The Long Road Back: Polish-Jewish Relations Today
"Do they miss us?”
That was the question on Louise Steinman’s mind when she decided to travel to Poland and explore the country’s efforts at reconciliation with their traumatic past of dual occupations of the Nazis and Soviets.
Steinman wrote a book about the experience titled “The Crooked Mirror: A Memoir of Polish-Jewish Reconciliation.” And as it turns out, some Polish citizens do miss their Jewish brethren, Steinman said
She discovered that some Poles are gratified the stories of their efforts to protect the Jews of Poland are being told. They also want the story told of the destruction of both the gentile and Jewish Polish population during World War II and beyond.

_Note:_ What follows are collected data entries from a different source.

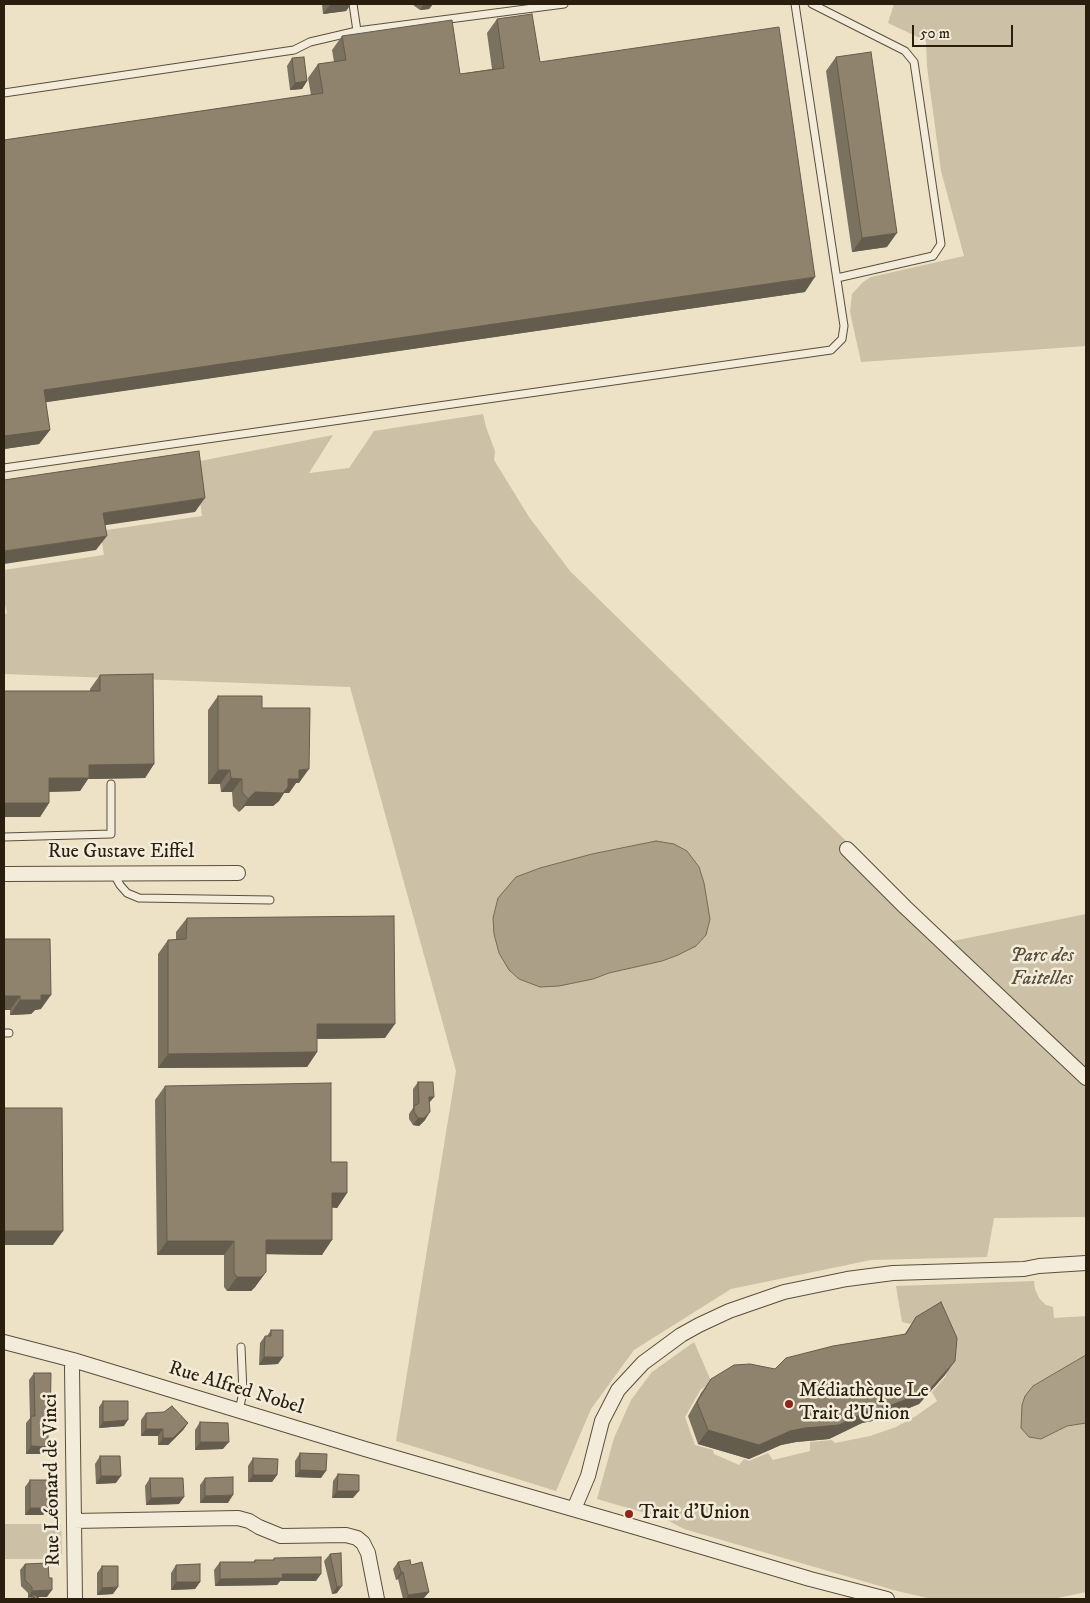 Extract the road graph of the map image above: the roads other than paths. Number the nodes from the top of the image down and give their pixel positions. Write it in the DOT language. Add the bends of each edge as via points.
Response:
graph roads {
  1 [pos="353,4"];
  2 [pos="564,4"];
  3 [pos="795,4"];
  4 [pos="812,4"];
  5 [pos="357,31"];
  6 [pos="4,93"];
  7 [pos="837,278"];
  8 [pos="4,468"];
  9 [pos="111,784"];
  10 [pos="4,837"];
  11 [pos="847,849"];
  12 [pos="114,873"];
  13 [pos="238,873"];
  14 [pos="4,874"];
  15 [pos="270,900"];
  16 [pos="1086,1078"];
  17 [pos="1086,1263"];
  18 [pos="4,1342"];
  19 [pos="241,1347"];
  20 [pos="73,1360"];
  21 [pos="239,1411"];
  22 [pos="574,1509"];
  23 [pos="74,1520"];
  24 [pos="75,1599"];
  25 [pos="377,1599"];
  26 [pos="887,1599"];
  1 -- 5 [label="lane"];
  2 -- 5 [label="lane"];
  3 -- 7 [label="lane"];
  4 -- 7 [label="lane" via="905,51 914,62 941,244 933,256"];
  5 -- 6 [label="lane" via="310,42 294,50"];
  7 -- 8 [label="lane" via="844,326 842,339 831,350"];
  9 -- 10 [label="lane" via="111,834"];
  11 -- 16 [label="street"];
  12 -- 13 [label="street, Rue Gustave Eiffel"];
  12 -- 14 [label="street, Rue Gustave Eiffel"];
  12 -- 15 [label="lane" via="127,893 139,898"];
  17 -- 22 [label="street" via="1024,1269 893,1273 847,1279 784,1292 699,1325 643,1363 618,1390 602,1421 588,1476"];
  18 -- 20 [label="street, Rue Alfred Nobel"];
  19 -- 21 [label="lane" via="243,1392"];
  20 -- 21 [label="street, Rue Alfred Nobel"];
  20 -- 23 [label="street, Rue Léonard de Vinci"];
  21 -- 22 [label="street, Rue Alfred Nobel"];
  22 -- 26 [label="street, Rue Alfred Nobel"];
  23 -- 24 [label="street, Rue Léonard de Vinci"];
  23 -- 25 [label="street" via="238,1518 281,1536 346,1535 363,1543 368,1553"];
}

Poland was once the center of European Jewish culture. The war changed that. Most of the country’s three million Jews were killed, but so were three million other Polish citizens.
Now, with an emerging democratic Poland, a new generation is trying to take an unflinching look at their snarled history. Steinman said resentment over what happened during World War II is giving way to dialogue.

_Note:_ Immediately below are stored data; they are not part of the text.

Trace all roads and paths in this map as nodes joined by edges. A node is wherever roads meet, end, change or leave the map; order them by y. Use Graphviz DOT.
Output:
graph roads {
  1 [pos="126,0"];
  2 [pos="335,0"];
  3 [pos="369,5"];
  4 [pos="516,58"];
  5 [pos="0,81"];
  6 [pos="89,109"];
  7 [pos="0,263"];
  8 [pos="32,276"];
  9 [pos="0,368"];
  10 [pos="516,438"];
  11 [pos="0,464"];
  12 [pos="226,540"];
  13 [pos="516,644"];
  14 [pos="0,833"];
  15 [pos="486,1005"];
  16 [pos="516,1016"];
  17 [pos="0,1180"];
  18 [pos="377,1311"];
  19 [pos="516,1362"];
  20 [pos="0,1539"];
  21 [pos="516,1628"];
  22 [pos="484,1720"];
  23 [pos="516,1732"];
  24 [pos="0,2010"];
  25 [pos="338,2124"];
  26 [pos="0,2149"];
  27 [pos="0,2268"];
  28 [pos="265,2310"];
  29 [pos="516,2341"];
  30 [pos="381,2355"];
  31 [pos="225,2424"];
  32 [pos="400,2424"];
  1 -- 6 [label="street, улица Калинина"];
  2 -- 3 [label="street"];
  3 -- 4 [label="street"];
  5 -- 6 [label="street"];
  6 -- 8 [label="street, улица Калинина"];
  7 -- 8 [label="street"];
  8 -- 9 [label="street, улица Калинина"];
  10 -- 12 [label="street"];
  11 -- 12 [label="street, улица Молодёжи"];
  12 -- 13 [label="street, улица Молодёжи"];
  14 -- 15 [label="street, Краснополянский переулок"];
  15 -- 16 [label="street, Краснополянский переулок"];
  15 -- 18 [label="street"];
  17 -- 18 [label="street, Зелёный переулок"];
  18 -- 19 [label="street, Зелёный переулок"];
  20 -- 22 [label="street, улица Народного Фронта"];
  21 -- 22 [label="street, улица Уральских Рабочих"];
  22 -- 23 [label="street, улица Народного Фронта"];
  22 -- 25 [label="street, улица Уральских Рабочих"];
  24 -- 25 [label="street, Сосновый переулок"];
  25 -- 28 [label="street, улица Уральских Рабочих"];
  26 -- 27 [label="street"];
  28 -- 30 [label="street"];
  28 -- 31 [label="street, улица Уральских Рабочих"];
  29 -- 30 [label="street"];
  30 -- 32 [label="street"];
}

For example, the Museum of the History of Polish Jews is being financed by the Polish government and this spring will open on the site of the former Warsaw Ghetto.

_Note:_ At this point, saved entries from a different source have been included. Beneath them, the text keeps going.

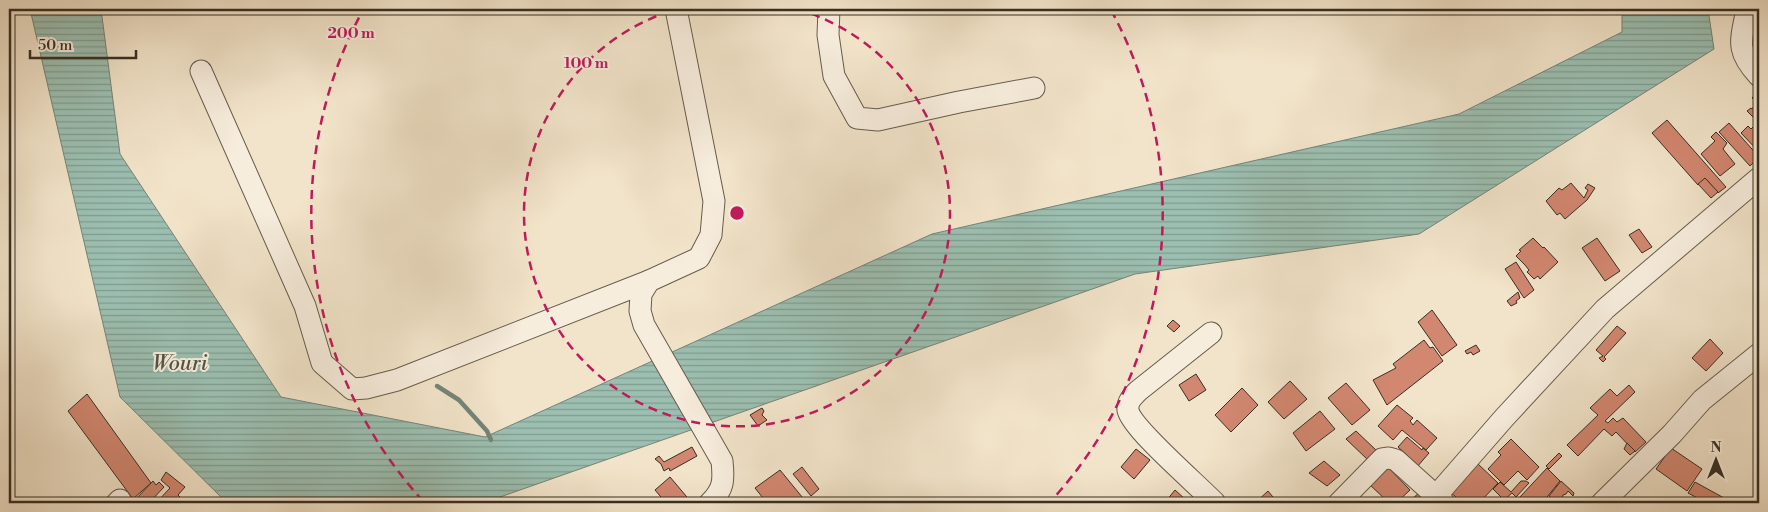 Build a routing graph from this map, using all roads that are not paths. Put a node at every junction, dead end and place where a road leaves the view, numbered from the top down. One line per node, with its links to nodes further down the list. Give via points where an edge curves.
1 (676, 9): 8 (street, via 714,201 711,235 699,258)
2 (829, 9): 6 (street, via 828,35 834,76 857,118 878,120)
3 (1747, 9): 5 (street, via 1742,49 1747,63)
4 (201, 71): 8 (street, via 305,306 322,363 352,389 397,380)
5 (1759, 76)
6 (1034, 88)
7 (1759, 178): 11 (street, via 1605,309 1504,418)
8 (650, 281): 12 (street, via 641,294 640,311 644,325 722,461 724,481)
9 (1211, 333): 13 (street, via 1138,391 1129,400 1128,408 1130,416 1158,449)
10 (1759, 354): 15 (street, via 1702,400)
11 (1440, 499): 14 (street, via 1396,460 1389,458 1382,459)
12 (710, 503)
13 (1215, 503)
14 (1339, 503)
15 (1602, 503)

Steinman said that delving into an uncomfortable history is critical to any healing, even if there is real pain. She said she can’t whitewash the anti-Semitism of the past or the present, but she wants to celebrate the works of people who are working to develop tolerance in a newly democratic Poland.
“This is the work of generations,” Steinman said. “It is a hard road, but a deeply moving and satisfying road when you experience it yourself. Things that you didn’t think were possible are possible.”